> _EXERCISE AIM_:
Repeat the data in full. Every line must match.

> _PROVIDED DATA_:
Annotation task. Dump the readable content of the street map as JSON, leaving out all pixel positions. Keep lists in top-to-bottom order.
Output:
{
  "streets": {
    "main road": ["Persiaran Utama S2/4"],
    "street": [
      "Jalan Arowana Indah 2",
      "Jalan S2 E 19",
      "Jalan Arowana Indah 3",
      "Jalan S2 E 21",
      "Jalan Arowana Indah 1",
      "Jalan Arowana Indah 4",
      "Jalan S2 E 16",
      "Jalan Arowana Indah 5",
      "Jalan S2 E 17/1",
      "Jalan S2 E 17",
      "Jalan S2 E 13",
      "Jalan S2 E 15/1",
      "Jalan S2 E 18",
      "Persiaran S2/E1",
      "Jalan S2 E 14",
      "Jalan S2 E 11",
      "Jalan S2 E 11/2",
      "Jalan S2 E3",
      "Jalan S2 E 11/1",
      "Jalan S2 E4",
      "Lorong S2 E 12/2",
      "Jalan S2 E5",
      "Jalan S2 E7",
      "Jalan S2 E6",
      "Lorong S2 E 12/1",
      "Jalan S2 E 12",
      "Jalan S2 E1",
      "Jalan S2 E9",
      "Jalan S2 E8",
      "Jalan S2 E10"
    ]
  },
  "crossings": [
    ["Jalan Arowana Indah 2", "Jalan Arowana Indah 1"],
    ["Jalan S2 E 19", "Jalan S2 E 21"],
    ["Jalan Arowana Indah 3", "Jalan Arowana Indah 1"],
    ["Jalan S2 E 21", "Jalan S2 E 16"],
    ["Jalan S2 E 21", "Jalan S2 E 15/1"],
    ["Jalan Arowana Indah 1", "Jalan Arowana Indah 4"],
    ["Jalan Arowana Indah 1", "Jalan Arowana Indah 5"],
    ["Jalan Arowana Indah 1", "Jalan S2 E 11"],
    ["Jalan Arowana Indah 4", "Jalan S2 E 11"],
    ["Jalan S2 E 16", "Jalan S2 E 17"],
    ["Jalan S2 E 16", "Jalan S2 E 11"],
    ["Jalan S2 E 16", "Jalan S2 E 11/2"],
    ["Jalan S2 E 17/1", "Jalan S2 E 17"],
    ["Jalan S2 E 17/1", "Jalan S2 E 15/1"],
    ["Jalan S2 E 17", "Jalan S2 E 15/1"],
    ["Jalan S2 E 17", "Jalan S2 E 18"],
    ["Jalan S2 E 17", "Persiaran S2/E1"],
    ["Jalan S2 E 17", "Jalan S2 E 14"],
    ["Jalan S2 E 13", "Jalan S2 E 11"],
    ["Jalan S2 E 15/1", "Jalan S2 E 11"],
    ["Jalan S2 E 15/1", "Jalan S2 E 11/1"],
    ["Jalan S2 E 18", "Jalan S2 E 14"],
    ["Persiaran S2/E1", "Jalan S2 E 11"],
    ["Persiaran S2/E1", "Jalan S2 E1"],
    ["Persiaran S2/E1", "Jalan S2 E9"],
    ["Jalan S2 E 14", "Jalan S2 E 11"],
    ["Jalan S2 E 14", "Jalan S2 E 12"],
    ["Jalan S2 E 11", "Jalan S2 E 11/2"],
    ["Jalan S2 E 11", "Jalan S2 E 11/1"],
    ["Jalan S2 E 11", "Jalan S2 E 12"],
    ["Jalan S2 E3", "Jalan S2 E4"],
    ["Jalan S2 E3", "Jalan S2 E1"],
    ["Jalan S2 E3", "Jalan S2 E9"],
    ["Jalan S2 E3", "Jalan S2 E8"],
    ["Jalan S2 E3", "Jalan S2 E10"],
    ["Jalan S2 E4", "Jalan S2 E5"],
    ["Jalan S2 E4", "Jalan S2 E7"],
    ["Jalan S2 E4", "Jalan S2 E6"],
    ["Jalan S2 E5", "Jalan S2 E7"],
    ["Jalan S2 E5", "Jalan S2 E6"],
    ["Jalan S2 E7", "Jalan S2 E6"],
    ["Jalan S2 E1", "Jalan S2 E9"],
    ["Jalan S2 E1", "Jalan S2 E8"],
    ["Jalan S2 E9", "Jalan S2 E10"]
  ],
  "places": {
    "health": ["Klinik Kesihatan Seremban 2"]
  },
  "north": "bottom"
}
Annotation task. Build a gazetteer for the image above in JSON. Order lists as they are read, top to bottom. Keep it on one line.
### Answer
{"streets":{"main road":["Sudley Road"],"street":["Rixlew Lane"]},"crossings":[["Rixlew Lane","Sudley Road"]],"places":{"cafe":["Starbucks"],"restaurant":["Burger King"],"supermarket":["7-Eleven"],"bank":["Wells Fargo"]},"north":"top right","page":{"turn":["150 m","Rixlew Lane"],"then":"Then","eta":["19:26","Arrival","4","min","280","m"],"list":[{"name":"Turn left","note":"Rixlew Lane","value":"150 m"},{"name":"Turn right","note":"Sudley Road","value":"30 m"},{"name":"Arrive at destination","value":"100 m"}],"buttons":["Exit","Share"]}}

> _SOLVED PROBLEM_:
Annotation task. Dump the readable content of the street map as JSON, leaving out all pixel positions. Keep lists in top-to-bottom order.
Output:
{
  "streets": {
    "main road": ["Persiaran Utama S2/4"],
    "street": [
      "Jalan Arowana Indah 2",
      "Jalan S2 E 19",
      "Jalan Arowana Indah 3",
      "Jalan S2 E 21",
      "Jalan Arowana Indah 1",
      "Jalan Arowana Indah 4",
      "Jalan S2 E 16",
      "Jalan Arowana Indah 5",
      "Jalan S2 E 17/1",
      "Jalan S2 E 17",
      "Jalan S2 E 13",
      "Jalan S2 E 15/1",
      "Jalan S2 E 18",
      "Persiaran S2/E1",
      "Jalan S2 E 14",
      "Jalan S2 E 11",
      "Jalan S2 E 11/2",
      "Jalan S2 E3",
      "Jalan S2 E 11/1",
      "Jalan S2 E4",
      "Lorong S2 E 12/2",
      "Jalan S2 E5",
      "Jalan S2 E7",
      "Jalan S2 E6",
      "Lorong S2 E 12/1",
      "Jalan S2 E 12",
      "Jalan S2 E1",
      "Jalan S2 E9",
      "Jalan S2 E8",
      "Jalan S2 E10"
    ]
  },
  "crossings": [
    ["Jalan Arowana Indah 2", "Jalan Arowana Indah 1"],
    ["Jalan S2 E 19", "Jalan S2 E 21"],
    ["Jalan Arowana Indah 3", "Jalan Arowana Indah 1"],
    ["Jalan S2 E 21", "Jalan S2 E 16"],
    ["Jalan S2 E 21", "Jalan S2 E 15/1"],
    ["Jalan Arowana Indah 1", "Jalan Arowana Indah 4"],
    ["Jalan Arowana Indah 1", "Jalan Arowana Indah 5"],
    ["Jalan Arowana Indah 1", "Jalan S2 E 11"],
    ["Jalan Arowana Indah 4", "Jalan S2 E 11"],
    ["Jalan S2 E 16", "Jalan S2 E 17"],
    ["Jalan S2 E 16", "Jalan S2 E 11"],
    ["Jalan S2 E 16", "Jalan S2 E 11/2"],
    ["Jalan S2 E 17/1", "Jalan S2 E 17"],
    ["Jalan S2 E 17/1", "Jalan S2 E 15/1"],
    ["Jalan S2 E 17", "Jalan S2 E 15/1"],
    ["Jalan S2 E 17", "Jalan S2 E 18"],
    ["Jalan S2 E 17", "Persiaran S2/E1"],
    ["Jalan S2 E 17", "Jalan S2 E 14"],
    ["Jalan S2 E 13", "Jalan S2 E 11"],
    ["Jalan S2 E 15/1", "Jalan S2 E 11"],
    ["Jalan S2 E 15/1", "Jalan S2 E 11/1"],
    ["Jalan S2 E 18", "Jalan S2 E 14"],
    ["Persiaran S2/E1", "Jalan S2 E 11"],
    ["Persiaran S2/E1", "Jalan S2 E1"],
    ["Persiaran S2/E1", "Jalan S2 E9"],
    ["Jalan S2 E 14", "Jalan S2 E 11"],
    ["Jalan S2 E 14", "Jalan S2 E 12"],
    ["Jalan S2 E 11", "Jalan S2 E 11/2"],
    ["Jalan S2 E 11", "Jalan S2 E 11/1"],
    ["Jalan S2 E 11", "Jalan S2 E 12"],
    ["Jalan S2 E3", "Jalan S2 E4"],
    ["Jalan S2 E3", "Jalan S2 E1"],
    ["Jalan S2 E3", "Jalan S2 E9"],
    ["Jalan S2 E3", "Jalan S2 E8"],
    ["Jalan S2 E3", "Jalan S2 E10"],
    ["Jalan S2 E4", "Jalan S2 E5"],
    ["Jalan S2 E4", "Jalan S2 E7"],
    ["Jalan S2 E4", "Jalan S2 E6"],
    ["Jalan S2 E5", "Jalan S2 E7"],
    ["Jalan S2 E5", "Jalan S2 E6"],
    ["Jalan S2 E7", "Jalan S2 E6"],
    ["Jalan S2 E1", "Jalan S2 E9"],
    ["Jalan S2 E1", "Jalan S2 E8"],
    ["Jalan S2 E9", "Jalan S2 E10"]
  ],
  "places": {
    "health": ["Klinik Kesihatan Seremban 2"]
  },
  "north": "bottom"
}
Annotation task. Build a gazetteer for the image above in JSON. Order lists as they are read, top to bottom. Keep it on one line.
### Answer
{"streets":{"main road":["Sudley Road"],"street":["Rixlew Lane"]},"crossings":[["Rixlew Lane","Sudley Road"]],"places":{"cafe":["Starbucks"],"restaurant":["Burger King"],"supermarket":["7-Eleven"],"bank":["Wells Fargo"]},"north":"top right","page":{"turn":["150 m","Rixlew Lane"],"then":"Then","eta":["19:26","Arrival","4","min","280","m"],"list":[{"name":"Turn left","note":"Rixlew Lane","value":"150 m"},{"name":"Turn right","note":"Sudley Road","value":"30 m"},{"name":"Arrive at destination","value":"100 m"}],"buttons":["Exit","Share"]}}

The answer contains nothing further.